The Plame Affair happened in July of 2003. It involved the identification of Valerie Plame Wilson as a covert C.I.A officer by Richard Armitage. The disclosure was made in a Washington Post column titled “Mission to Niger” written by Robert Novak, and published on July 14, 2003. (Cooper, 2).
It was a confusing mess when it happened in 2003, and not many people recall the event ever happening. In 2002, President Bush and Vice President Cheney needed to justify bringing America to war with Iraq. Responding to inquiries from the Vice President’s office and the Departments of State and Defense about the allegation that Iraq had a sales agreement to buy uranium in the form of yellowcake from Niger, the C.I.A had authorized a trip by Joseph C. Wilson to Niger to investigate the possibility. Joe Wilson knew the area quite well, and had his doubts about Iraq trying to purchase uranium. (Cooper, 2).
The former Prime Minister of Niger Ibrahim Mayaki reported to Wilson that he was unaware of any contracts for uranium sales to rogue states. Iraq had never approached them for anything, as a matter of fact. Wilson ultimately concluded that Iraq was not pursuing to buy uranium from anywhere in Africa and reported his findings in March 2002 to the administration and the C.I.A. (Lewis, 4).
In his January 28, 2003, State of the Union Address, President George W. Bush completely lied to the American people and said “The British government has learned that Saddam Hussein recently sought significant quantities of Uranium from Africa”. This was completely false, as the British government had no knowledge of Iraqi purchases of uranium, and Wilson’s report and various other agency reports indicated that Iraq had no intentions of building nuclear weapons, nor did they have the supplies to do so. (Cooper, 5).
After the March 2003 invasion of Iraq, Joseph C. Wilson wrote a series of op-eds questioning the war’s factual basis. In one of these op-eds published in the New York Times on July 6, 2003, Wilson argues that, in the State of the Union Address, President George W. Bush misrepresented intelligence leading up to the invasion and thus misleadingly suggested that the Iraqi regime sought uranium to manufacture nuclear weapons.

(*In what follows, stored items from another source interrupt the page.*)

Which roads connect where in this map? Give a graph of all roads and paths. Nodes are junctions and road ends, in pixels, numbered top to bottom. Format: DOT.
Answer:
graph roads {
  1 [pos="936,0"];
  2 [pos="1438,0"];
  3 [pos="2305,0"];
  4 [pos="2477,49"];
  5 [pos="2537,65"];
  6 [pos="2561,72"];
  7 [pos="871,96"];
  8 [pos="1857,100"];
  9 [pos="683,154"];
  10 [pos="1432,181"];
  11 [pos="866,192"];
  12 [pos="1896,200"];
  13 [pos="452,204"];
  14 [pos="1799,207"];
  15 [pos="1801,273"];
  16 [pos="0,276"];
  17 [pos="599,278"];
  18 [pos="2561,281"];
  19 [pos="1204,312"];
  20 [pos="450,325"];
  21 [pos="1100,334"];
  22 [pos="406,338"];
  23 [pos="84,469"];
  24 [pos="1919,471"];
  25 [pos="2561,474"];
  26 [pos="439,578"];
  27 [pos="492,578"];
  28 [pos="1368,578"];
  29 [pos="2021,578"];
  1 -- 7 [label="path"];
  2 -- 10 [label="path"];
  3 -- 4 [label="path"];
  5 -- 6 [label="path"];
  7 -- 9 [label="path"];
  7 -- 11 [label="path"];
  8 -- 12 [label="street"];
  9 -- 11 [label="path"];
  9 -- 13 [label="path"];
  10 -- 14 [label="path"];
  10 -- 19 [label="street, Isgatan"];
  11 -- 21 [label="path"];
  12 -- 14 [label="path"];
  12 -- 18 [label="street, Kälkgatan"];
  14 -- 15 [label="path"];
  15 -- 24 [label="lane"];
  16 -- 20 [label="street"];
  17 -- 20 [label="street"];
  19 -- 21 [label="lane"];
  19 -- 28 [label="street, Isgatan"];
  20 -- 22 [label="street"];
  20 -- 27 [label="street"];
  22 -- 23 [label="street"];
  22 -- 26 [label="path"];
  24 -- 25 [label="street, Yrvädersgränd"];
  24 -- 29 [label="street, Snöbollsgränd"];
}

This article reportedly infuriated the Bush administration. Dick Cheney was extremely livid (Cooper, 3). A top ranking C.I.A officer, Valerie Plame, was the one to recommend that Joe Wilson (her husband) travel to Africa to find evidence of Iraq buying uranium. Thus, the administration was furious at Valerie Plame, and needed a way to discredit both her and her husband. Chief of Staff to the Vice President, Lewis “Scooter” Libby, was informed of Valerie Plame’s high ranking C.I.A position by the administration. She was involved with many covert operations that were of importance to National Security, and was an active agent at the time of her exposure. Scooter Libby then called Bob Novak, a newspaper columnist who could be relied upon to print whatever he was told to print, and told Novak to out Valerie Plame’s undercover status in his next upcoming article. Novak in an interview also stated that Karl Rove confirmed her status as an undercover operative before he printed the article. (Cooper, 3).

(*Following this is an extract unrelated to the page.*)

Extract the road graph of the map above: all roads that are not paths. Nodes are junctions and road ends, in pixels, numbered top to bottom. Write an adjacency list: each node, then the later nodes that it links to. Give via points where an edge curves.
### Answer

As soon as the article was published Valerie Plame’s career was over. She had to be put in protective custody and could not continue to work for the C.I.A. The federal trial United States v. Libby began on January 16, 2007. On March 6, 2007, Libby was convicted on four counts, and was acquitted of one count of making false statements. Libby was sentenced to 30 months in prison, a fine of US$250,000, and two years of supervised release after his prison term. On July 2, 2007, President Bush commuted Libby’s jail sentence, effectively erasing the 30 months he was supposed to spend in jail. (Cooper, 4).
Joe Wilson and many others believe what Bush’s administration and especially Dick Cheney did was outright treason. Not only that, but the administration completely lied to the American public and brought an unnecessary and costly war for taxpayers to pay.
I find it hard to believe that we almost impeached Bill Clinton for lying about sleeping with another woman, but we did nothing to reprimand two absolutely insane psychopaths for destroying our economy and outright lying to bring us into a bloody, long war. George W. Bush says history will be kind to him; I wouldn’t be so optimistic if I were him.
Lewis, Neil A. “Source of CIA Leak Said to Admit Role”. The New York Times, August 30, 2006.
Joseph C. Wilson IV (October 29, 2005). “Our 27 Months of Hell”. Los Angeles Times.
Matthew Cooper (July 17, 2003). “A War on Wilson?”. Time.